The MIT researchers aren’t the first to create adversarial objects, of course. People can use certain tricks to fool facial recognition systems into misidentifying a person—something that border security services, for example, are currently trying to curtail.

For most adversarial objects or images, however, the “trick" only works from certain angles. You might fool a neural network into thinking a bag of chips is a face from a certain angle, but move it around slightly and the AI will likely correct its mistake.

But the 3D printed turtle, as well as the MIT researchers’ other 3D examples, are different. They actually fool the Google AI from multiple angles, rather than just one, making them far more devastating than your typical adversarial object.

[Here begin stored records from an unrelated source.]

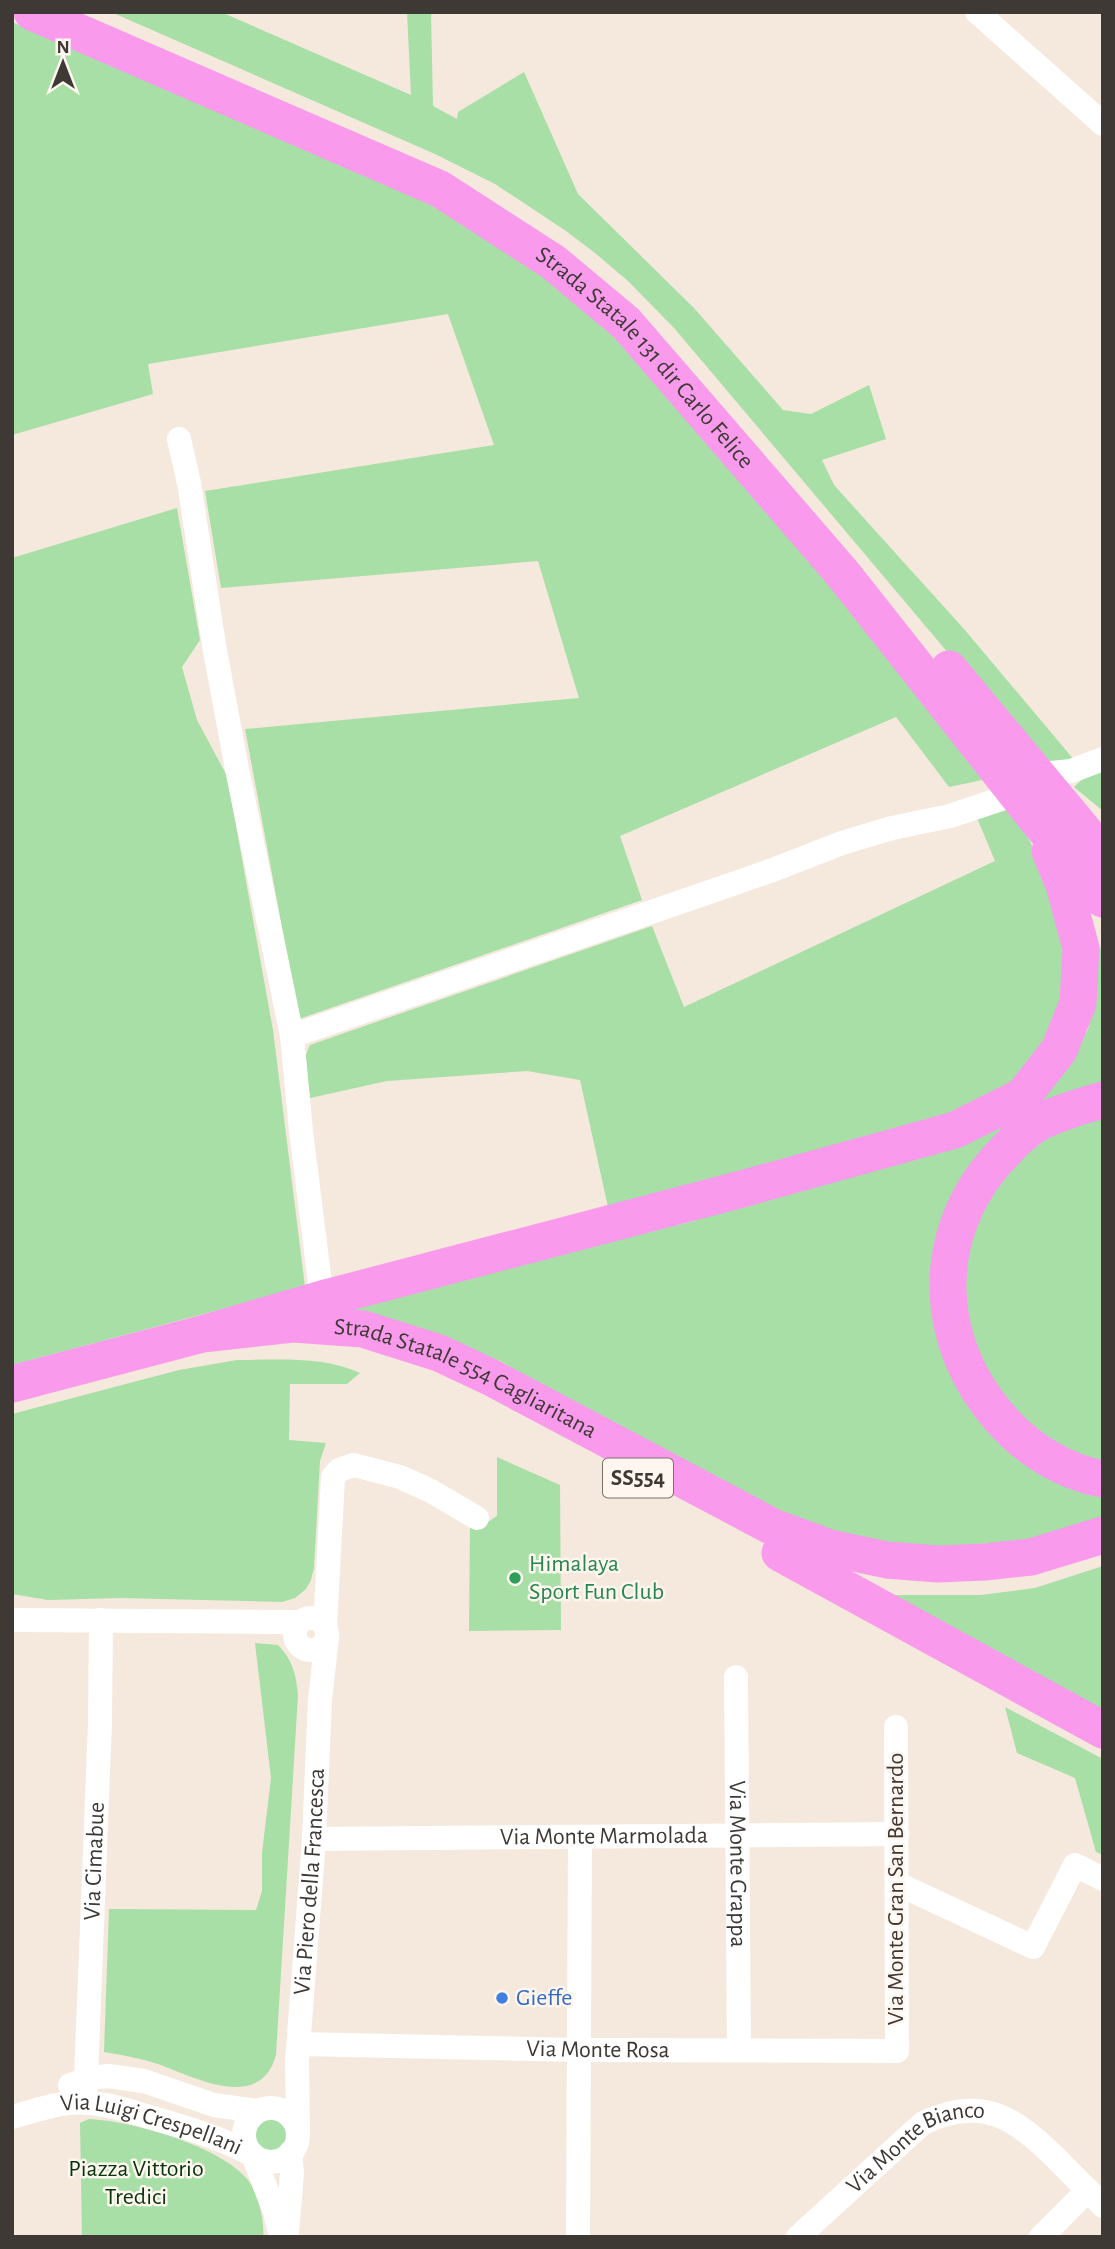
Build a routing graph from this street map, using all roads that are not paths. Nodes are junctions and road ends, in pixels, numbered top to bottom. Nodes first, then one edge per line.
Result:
1 (32, 12) edge
2 (81, 12) edge
3 (976, 12) edge
4 (1103, 124) edge
5 (179, 439) dead end
6 (1103, 759) edge
7 (1051, 773) dead end
8 (1007, 797) dead end
9 (1038, 821) junction
10 (1097, 842) edge
11 (1103, 899) edge
12 (292, 1036) junction
13 (1103, 1100) edge
14 (322, 1299) junction
15 (202, 1334) junction
16 (12, 1384) edge
17 (12, 1403) edge
18 (1103, 1479) edge
19 (477, 1518) dead end
20 (1103, 1535) edge
21 (780, 1553) junction
22 (1103, 1557) edge
23 (12, 1620) edge
24 (101, 1620) junction
25 (310, 1632) junction
26 (736, 1677) dead end
27 (896, 1727) dead end
28 (1103, 1730) edge
29 (897, 1834) junction
30 (737, 1836) junction
31 (580, 1837) junction
32 (314, 1839) junction
33 (1103, 1879) edge
34 (898, 1884) junction
35 (580, 2050) junction
36 (739, 2050) junction
37 (897, 2051) joint
38 (298, 2053) junction
39 (84, 2092) junction
40 (264, 2109) junction
41 (12, 2117) edge
42 (294, 2143) junction
43 (253, 2155) junction
44 (1095, 2198) edge
45 (281, 2237) edge
46 (287, 2237) edge
47 (578, 2237) edge
48 (798, 2237) edge
49 (1041, 2237) edge

1 - 9 highway, Strada Statale 131 dir Carlo Felice
2 - 10 highway, Strada Statale 131 dir Carlo Felice
3 - 4 street
5 - 12 street
6 - 7 street
8 - 12 street
9 - 11 highway, Strada Statale 131 dir Carlo Felice
9 - 14 highway
12 - 14 street
13 - 18 highway
14 - 15 highway
15 - 16 highway, Strada Statale 554 Cagliaritana / SS554
15 - 20 highway, Strada Statale 554 Cagliaritana / SS554
17 - 21 highway, Strada Statale 554 Cagliaritana / SS554
19 - 25 street, Via Piero della Francesca
21 - 22 highway, Strada Statale 554 Cagliaritana / SS554
21 - 28 highway
23 - 24 street
24 - 25 street
24 - 39 street, Via Cimabue
25 - 32 street, Via Piero della Francesca
26 - 30 street, Via Monte Grappa
27 - 29 street, Via Monte Gran San Bernardo
29 - 30 street, Via Monte Marmolada
29 - 34 street, Via Monte Gran San Bernardo
30 - 31 street, Via Monte Marmolada
30 - 36 street, Via Monte Grappa
31 - 32 street, Via Monte Marmolada
31 - 35 street
32 - 38 street, Via Piero della Francesca
33 - 34 street
34 - 37 street, Via Monte Gran San Bernardo
35 - 36 street, Via Monte Rosa
35 - 38 street, Via Monte Rosa
35 - 47 street
36 - 37 street, Via Monte Rosa
38 - 40 street, Via Piero della Francesca
38 - 42 street, Via Piero della Francesca
39 - 40 street, Via Luigi Crespellani
39 - 41 street, Via Luigi Crespellani
39 - 43 street, Via Luigi Crespellani
40 - 42 street
40 - 43 street, Via Piero della Francesca
42 - 43 street
42 - 46 street, Via Piero della Francesca
43 - 45 street, Via Piero della Francesca
44 - 48 street, Via Monte Bianco
44 - 49 street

In addition to the turtle that seems like a rifle, labsix also 3D printed a baseball that gets recognized as espresso. They also made digital models of a barrel that gets interpreted as a guillotine, a baseball that can appear like a green lizard, a dog that the AI thinks is a bittern, and several other examples.

The researchers were able to easily make more examples of these objects after creating an algorithm for “reliably producing physical 3D objects that are adversarial from every viewpoint,” working at almost 100 per cent accuracy. They call this algorithm “Expectation Over Transformation” (EOT).

In a sense, the team is pleased with its achievements, but it’s also worried by how easily it managed to pull it off.

“[EOT] shouldn’t be able to take an image, slightly tweak the pixels, and completely confuse the network,” Athalye told Quartz. “Neural networks blow all previous techniques out of the water in terms of performance, but given the existence of these adversarial examples, it shows we really don’t understand what’s going on.”

Of course, this isn’t just a bit of fun for the MIT researchers. They believe that their research proves beyond doubt that “adversarial examples are a practical concern for real-world systems.”

If, say, hackers were able to ascertain the complex algorithms behind a non-open AI system—the “eyes” of a self-driving car, for example—they might be able to cause real damage by manipulating real-world objects into making the car behave in erroneous ways.

This might all seem like a remote possibility—after all, Google’s open Inception-v3 isn’t used for any critical applications—but the MIT research certainly makes a strong point about the fallibility of visual AI systems.

The team even plans to look further into creating adversarial objects that challenge AI systems whose mechanics are hidden.

The MIT group’s research paper, “Synthesizing Robust Adversarial Examples,” will be presented at ICLR 2018, the sixth International Conference on Learning Representations. It can be read here.